Pull every line containing the word "junction" out of the material below.

**SUPPLIED DATA**:
┏━━
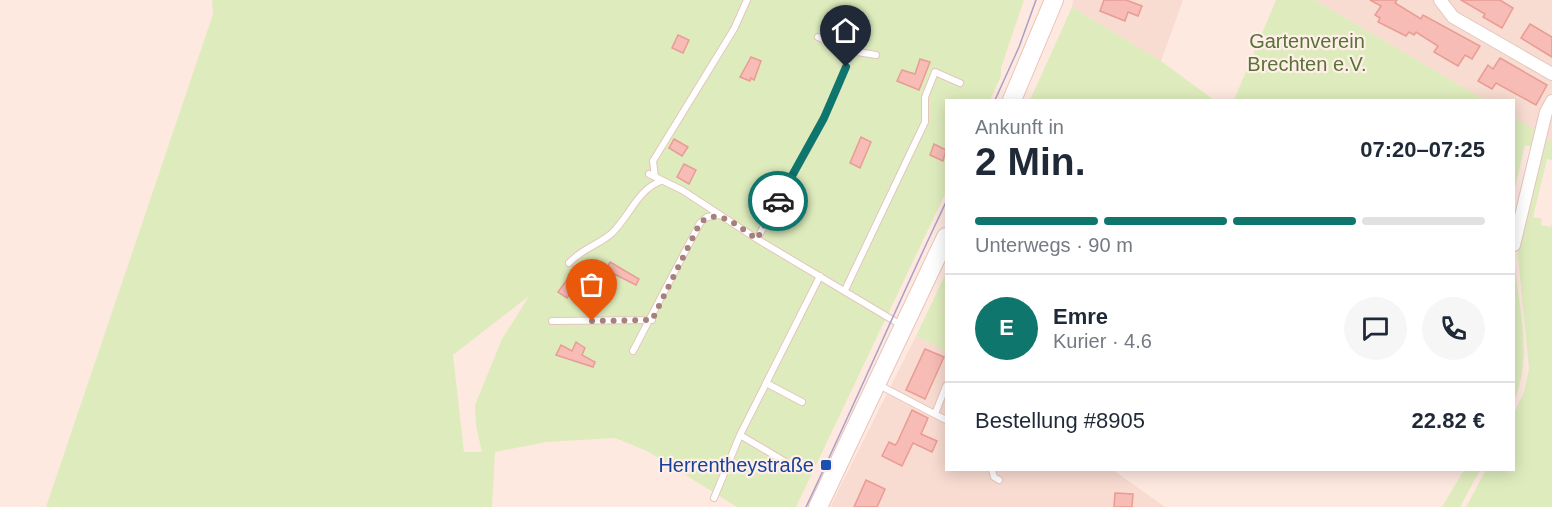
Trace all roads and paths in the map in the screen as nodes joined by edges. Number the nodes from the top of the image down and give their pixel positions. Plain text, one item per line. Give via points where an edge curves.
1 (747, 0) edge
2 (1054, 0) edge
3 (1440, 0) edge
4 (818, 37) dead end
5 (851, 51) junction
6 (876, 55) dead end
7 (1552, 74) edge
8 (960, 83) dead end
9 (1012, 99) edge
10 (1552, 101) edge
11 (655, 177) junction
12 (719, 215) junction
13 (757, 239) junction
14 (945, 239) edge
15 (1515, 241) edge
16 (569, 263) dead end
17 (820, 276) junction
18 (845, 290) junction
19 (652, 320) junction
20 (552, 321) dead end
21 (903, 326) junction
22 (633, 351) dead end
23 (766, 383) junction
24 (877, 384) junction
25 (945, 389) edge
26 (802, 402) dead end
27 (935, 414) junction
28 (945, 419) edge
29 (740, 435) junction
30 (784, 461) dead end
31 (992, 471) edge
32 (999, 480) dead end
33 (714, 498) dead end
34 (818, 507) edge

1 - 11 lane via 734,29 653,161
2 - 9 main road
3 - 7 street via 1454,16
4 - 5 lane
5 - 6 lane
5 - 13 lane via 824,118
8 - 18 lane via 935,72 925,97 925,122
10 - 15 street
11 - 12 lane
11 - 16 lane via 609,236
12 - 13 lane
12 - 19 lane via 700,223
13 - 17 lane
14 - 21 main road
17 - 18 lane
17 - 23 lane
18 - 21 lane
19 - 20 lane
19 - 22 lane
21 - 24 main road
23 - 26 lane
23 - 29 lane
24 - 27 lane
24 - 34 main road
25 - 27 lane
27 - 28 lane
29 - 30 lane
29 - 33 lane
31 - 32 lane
┗━━
**WRITTEN REPLY**:
5 (851, 51) junction
11 (655, 177) junction
12 (719, 215) junction
13 (757, 239) junction
17 (820, 276) junction
18 (845, 290) junction
19 (652, 320) junction
21 (903, 326) junction
23 (766, 383) junction
24 (877, 384) junction
27 (935, 414) junction
29 (740, 435) junction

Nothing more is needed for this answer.